# WHAT IS BEING ASKED:
Which lines of the listing hold the string "junctions"? Show each of them.

(DATA FOR ANALYSIS)

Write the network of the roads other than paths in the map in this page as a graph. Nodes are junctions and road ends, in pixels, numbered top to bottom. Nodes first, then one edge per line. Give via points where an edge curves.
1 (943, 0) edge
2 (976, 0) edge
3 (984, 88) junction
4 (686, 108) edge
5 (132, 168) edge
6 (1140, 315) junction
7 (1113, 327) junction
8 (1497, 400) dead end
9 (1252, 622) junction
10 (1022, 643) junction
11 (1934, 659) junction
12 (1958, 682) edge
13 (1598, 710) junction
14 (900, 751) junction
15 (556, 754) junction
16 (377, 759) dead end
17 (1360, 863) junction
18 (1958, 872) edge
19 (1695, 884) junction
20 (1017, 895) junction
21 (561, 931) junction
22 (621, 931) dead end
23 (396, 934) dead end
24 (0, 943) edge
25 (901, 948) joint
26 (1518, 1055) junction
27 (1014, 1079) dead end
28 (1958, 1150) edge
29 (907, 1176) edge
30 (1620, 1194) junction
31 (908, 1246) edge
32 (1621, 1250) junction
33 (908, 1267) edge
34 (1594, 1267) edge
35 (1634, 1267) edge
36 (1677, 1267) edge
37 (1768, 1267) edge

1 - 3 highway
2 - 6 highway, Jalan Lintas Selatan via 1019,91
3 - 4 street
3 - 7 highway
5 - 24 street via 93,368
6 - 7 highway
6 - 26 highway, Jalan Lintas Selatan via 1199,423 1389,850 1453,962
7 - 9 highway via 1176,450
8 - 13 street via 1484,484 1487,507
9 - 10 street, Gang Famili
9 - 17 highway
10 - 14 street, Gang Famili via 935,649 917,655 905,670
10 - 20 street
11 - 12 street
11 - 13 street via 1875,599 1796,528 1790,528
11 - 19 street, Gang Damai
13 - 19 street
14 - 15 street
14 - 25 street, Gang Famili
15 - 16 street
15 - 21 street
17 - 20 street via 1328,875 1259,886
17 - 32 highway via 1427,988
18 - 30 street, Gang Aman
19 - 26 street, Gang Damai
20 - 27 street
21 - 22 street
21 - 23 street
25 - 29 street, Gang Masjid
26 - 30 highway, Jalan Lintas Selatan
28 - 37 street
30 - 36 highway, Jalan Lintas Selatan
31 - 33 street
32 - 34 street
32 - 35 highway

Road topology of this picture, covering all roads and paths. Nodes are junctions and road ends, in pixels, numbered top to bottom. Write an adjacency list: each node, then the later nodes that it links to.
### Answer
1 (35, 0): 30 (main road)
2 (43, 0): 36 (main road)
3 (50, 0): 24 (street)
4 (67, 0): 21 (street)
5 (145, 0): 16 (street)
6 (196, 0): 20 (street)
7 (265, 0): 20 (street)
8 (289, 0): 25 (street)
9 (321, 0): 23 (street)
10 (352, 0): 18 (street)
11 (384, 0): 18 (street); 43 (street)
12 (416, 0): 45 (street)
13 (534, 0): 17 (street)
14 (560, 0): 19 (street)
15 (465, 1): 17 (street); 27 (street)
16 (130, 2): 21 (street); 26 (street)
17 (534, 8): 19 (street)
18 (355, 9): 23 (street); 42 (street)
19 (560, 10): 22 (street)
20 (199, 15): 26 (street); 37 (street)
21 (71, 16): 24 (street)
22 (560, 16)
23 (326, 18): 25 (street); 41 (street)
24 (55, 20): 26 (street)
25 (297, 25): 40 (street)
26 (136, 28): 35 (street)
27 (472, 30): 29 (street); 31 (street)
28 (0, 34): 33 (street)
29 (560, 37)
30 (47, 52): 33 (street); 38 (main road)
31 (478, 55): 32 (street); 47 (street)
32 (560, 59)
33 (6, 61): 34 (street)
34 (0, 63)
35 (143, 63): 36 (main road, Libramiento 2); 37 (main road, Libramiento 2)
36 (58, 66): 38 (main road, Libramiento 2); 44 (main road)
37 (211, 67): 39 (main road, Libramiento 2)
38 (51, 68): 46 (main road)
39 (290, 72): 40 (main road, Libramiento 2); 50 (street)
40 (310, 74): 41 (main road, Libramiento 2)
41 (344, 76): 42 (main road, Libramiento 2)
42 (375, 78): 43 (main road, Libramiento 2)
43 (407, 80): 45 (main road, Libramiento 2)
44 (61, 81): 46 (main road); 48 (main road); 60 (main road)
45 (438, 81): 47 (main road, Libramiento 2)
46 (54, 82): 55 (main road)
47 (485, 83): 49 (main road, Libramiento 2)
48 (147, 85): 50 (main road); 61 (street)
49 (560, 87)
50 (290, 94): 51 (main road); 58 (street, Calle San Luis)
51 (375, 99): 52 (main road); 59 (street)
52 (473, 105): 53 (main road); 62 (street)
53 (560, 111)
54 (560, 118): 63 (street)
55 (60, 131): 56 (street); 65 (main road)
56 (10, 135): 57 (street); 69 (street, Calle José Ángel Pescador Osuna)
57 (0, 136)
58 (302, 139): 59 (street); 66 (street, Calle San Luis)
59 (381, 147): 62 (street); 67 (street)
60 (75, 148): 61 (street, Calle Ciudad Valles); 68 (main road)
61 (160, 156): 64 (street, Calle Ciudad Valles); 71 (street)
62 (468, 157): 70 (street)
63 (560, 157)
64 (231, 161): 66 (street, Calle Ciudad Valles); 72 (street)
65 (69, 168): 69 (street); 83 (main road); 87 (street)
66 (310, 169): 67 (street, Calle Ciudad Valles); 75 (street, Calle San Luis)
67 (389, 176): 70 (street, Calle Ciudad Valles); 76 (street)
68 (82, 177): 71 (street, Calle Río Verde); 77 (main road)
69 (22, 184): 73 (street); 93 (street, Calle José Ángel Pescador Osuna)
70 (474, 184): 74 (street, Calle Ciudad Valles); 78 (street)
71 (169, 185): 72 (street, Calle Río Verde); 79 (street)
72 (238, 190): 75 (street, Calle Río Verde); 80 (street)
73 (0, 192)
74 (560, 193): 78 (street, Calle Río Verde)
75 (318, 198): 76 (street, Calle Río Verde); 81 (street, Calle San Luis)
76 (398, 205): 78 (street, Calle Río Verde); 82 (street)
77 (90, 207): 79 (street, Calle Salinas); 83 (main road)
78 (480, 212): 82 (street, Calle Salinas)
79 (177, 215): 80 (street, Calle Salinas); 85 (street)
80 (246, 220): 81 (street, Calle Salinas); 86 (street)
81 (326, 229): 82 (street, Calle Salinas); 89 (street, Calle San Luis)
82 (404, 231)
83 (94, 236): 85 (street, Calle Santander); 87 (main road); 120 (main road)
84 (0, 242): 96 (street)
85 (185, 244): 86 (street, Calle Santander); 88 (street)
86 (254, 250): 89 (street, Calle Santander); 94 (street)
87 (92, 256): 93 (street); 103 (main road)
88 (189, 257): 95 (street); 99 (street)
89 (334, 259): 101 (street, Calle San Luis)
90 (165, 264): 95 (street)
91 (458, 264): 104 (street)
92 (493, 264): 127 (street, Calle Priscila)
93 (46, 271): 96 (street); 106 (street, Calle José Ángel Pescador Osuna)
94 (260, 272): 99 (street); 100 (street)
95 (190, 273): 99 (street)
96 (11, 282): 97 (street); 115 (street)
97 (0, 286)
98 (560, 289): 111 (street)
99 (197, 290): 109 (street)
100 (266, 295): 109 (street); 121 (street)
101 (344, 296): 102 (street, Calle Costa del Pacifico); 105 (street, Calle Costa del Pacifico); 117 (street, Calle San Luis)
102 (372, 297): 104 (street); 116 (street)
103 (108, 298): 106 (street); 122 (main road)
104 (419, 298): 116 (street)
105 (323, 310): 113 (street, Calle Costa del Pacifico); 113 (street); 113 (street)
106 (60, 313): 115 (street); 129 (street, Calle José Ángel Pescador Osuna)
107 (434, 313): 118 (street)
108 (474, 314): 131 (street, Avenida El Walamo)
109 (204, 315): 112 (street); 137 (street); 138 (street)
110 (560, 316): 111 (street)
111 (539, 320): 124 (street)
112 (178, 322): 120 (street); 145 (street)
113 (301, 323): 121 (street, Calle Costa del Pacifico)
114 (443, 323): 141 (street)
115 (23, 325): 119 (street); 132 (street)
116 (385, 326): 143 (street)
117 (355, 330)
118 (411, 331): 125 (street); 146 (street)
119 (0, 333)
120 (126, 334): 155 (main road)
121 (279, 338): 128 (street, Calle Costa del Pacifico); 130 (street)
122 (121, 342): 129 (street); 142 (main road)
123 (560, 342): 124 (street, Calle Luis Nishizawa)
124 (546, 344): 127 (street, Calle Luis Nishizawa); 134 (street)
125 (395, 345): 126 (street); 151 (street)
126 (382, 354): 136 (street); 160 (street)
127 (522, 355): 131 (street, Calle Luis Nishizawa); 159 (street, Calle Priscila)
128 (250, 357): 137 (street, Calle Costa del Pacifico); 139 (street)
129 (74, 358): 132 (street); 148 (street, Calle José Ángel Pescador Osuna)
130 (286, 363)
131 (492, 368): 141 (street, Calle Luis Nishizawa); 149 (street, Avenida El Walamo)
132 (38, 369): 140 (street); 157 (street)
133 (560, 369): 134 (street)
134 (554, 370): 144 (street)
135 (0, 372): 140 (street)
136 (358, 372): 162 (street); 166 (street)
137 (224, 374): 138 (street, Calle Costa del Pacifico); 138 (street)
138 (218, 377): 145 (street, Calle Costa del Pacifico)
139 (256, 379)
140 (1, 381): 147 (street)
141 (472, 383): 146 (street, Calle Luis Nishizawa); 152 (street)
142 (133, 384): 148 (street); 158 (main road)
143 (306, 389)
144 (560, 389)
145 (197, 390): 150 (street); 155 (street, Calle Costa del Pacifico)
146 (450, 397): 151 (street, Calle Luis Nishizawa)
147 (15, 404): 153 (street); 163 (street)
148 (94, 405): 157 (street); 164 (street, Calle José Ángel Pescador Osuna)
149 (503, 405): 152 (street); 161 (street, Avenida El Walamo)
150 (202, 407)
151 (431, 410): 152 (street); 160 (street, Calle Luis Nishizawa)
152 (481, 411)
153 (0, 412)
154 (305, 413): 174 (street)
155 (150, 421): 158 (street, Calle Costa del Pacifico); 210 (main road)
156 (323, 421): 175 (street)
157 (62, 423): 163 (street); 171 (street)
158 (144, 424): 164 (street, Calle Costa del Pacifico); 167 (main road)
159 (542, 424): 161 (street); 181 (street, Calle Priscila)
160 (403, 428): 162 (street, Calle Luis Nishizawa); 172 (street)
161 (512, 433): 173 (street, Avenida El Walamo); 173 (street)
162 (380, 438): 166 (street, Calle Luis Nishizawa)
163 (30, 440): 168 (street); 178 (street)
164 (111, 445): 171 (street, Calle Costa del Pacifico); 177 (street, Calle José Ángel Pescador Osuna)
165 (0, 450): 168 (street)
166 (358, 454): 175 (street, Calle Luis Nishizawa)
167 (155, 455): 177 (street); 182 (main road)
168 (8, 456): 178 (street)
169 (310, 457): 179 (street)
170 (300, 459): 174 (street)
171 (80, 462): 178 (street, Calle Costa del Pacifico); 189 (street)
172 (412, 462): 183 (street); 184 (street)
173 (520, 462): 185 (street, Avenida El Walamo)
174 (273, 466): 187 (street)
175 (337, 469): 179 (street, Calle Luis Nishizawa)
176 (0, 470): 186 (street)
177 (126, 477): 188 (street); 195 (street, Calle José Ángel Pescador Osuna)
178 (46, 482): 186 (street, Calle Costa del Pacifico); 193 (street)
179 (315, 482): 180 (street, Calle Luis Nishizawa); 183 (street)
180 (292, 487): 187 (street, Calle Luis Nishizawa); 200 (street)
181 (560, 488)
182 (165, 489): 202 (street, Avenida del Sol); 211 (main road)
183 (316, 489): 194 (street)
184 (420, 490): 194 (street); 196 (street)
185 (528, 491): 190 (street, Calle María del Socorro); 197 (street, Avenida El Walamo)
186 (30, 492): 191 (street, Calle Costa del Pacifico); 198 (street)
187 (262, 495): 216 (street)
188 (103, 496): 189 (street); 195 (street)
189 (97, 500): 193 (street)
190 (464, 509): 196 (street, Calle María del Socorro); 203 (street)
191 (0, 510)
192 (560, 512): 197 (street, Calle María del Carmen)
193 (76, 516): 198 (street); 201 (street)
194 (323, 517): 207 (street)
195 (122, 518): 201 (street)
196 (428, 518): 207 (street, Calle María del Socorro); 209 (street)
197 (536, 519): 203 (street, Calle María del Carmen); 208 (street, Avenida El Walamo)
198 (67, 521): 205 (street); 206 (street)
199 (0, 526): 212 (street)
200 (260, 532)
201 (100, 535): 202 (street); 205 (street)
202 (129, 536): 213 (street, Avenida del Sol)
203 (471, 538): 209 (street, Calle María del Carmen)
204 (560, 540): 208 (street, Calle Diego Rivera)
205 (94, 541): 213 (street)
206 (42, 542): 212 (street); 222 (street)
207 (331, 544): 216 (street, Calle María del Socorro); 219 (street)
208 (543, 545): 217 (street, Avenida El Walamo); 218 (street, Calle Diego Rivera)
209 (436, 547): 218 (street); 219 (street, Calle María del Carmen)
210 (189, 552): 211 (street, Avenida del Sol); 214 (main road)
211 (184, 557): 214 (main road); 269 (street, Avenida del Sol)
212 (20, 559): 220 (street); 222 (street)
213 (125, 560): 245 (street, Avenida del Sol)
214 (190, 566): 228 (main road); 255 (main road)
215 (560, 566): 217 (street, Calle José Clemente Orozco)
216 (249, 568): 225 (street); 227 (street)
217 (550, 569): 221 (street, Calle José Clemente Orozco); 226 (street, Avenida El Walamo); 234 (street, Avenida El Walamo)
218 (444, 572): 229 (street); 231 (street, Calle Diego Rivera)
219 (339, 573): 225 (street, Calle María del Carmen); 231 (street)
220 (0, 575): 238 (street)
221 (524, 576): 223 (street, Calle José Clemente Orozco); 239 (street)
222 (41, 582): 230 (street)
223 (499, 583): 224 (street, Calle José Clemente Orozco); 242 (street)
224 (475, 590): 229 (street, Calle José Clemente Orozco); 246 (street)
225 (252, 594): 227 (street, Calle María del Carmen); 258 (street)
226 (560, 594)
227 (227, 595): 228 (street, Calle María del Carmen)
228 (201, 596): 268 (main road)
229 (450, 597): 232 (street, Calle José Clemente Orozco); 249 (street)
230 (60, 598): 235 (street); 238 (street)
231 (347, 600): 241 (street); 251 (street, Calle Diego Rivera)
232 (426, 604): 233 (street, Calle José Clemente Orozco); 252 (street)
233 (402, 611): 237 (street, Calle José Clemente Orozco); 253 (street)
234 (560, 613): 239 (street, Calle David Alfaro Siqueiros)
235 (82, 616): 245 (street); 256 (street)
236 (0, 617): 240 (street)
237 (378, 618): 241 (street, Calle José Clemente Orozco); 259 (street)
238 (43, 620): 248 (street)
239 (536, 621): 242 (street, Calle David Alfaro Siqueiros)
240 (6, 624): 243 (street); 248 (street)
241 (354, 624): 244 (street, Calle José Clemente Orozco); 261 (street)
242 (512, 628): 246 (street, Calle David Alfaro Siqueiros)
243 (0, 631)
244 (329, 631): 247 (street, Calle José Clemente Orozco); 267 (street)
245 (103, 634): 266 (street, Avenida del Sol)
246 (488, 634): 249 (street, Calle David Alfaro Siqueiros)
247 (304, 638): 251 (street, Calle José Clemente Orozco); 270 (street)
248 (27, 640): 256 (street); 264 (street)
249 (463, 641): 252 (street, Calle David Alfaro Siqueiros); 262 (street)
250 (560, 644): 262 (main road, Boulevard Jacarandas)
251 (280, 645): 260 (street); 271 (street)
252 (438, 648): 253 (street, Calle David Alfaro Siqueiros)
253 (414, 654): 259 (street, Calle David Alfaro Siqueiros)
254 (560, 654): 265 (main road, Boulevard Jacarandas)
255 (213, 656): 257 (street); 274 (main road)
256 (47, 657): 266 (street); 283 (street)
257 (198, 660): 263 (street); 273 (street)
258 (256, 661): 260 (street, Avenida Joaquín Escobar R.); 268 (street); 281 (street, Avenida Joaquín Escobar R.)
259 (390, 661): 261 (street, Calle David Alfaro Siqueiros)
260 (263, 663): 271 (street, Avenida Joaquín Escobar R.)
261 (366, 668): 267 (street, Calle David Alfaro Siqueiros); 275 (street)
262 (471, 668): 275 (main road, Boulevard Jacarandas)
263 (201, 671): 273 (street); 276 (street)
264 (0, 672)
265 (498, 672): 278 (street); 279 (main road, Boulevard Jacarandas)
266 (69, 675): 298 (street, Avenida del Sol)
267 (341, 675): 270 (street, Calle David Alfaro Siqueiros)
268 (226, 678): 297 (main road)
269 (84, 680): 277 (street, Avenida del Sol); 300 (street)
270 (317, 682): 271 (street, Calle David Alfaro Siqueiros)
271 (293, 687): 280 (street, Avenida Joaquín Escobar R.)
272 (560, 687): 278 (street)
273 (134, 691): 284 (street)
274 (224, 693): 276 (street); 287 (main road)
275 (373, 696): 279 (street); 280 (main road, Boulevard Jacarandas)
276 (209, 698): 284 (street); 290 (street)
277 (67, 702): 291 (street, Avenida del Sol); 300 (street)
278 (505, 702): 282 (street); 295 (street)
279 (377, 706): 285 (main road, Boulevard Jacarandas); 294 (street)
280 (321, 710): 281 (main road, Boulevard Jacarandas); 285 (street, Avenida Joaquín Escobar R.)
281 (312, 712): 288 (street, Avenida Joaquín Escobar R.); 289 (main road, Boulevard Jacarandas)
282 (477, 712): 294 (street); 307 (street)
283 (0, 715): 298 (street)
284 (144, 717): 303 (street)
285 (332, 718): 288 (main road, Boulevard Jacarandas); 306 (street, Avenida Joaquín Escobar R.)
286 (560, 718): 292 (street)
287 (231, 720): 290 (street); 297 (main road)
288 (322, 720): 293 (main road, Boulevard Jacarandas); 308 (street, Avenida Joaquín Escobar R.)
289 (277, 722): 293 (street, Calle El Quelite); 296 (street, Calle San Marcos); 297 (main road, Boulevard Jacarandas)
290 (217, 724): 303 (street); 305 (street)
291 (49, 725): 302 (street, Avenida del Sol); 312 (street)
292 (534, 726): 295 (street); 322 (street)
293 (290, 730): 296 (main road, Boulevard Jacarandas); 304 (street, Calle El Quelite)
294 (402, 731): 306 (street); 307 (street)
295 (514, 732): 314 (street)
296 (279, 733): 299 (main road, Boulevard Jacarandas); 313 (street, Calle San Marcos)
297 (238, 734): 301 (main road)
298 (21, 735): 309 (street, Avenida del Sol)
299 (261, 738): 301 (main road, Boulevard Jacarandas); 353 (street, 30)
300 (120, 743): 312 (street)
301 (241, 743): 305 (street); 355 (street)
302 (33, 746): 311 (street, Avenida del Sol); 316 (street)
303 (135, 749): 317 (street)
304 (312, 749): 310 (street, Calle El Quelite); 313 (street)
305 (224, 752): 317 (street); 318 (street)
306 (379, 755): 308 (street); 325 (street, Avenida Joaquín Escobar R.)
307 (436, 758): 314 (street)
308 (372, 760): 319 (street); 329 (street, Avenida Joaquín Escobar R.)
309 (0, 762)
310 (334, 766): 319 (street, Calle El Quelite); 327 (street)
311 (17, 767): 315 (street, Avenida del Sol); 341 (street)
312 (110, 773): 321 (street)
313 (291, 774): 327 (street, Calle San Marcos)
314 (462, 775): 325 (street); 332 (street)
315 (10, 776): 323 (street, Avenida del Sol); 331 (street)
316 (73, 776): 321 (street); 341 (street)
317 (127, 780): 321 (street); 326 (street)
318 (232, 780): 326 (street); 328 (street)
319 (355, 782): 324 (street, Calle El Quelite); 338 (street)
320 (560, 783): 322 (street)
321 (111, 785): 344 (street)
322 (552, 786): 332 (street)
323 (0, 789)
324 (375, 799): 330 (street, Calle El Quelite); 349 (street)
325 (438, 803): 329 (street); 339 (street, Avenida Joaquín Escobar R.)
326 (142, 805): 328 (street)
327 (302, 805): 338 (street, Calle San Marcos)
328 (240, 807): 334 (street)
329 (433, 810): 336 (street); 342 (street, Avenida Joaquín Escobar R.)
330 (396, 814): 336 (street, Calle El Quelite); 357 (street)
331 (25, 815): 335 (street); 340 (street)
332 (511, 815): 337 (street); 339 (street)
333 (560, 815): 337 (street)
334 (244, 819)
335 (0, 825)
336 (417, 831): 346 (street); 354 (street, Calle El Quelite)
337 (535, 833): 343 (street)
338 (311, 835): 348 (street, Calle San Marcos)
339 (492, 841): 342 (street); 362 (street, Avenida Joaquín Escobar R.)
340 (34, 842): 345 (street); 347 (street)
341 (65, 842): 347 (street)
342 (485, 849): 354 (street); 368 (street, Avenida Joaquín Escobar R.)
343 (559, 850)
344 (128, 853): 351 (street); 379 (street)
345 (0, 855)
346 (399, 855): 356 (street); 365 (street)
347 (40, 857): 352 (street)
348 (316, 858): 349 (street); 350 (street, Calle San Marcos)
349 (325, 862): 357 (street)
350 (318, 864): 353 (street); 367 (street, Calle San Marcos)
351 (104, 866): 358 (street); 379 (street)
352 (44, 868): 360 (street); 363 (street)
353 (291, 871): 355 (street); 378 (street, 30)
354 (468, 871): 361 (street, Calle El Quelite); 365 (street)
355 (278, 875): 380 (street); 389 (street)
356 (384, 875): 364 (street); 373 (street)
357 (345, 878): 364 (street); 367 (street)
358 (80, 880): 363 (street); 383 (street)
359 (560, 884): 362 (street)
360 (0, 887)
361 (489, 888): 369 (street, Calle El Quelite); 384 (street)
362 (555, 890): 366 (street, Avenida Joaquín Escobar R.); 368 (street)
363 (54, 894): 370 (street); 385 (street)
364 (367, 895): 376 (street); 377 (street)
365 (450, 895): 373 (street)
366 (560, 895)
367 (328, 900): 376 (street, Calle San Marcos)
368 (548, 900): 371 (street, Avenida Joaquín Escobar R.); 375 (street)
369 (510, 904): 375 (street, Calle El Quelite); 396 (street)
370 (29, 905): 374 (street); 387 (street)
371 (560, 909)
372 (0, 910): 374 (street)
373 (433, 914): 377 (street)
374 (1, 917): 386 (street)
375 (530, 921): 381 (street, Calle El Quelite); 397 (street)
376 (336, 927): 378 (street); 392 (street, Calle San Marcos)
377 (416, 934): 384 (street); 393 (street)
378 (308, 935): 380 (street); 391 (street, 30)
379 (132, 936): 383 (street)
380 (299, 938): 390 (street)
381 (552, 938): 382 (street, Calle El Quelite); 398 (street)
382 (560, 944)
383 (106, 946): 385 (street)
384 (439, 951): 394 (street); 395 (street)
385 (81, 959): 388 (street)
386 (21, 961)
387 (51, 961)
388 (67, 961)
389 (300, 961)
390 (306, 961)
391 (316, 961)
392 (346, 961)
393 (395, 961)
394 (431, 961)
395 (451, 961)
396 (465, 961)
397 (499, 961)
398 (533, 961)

(End DATA FOR ANALYSIS)

# ANSWER SPACE:
Write the network of the roads other than paths in the map in this page as a graph. Nodes are junctions and road ends, in pixels, numbered top to bottom. Nodes first, then one edge per line. Give via points where an edge curves.
Road topology of this picture, covering all roads and paths. Nodes are junctions and road ends, in pixels, numbered top to bottom. Write an adjacency list: each node, then the later nodes that it links to.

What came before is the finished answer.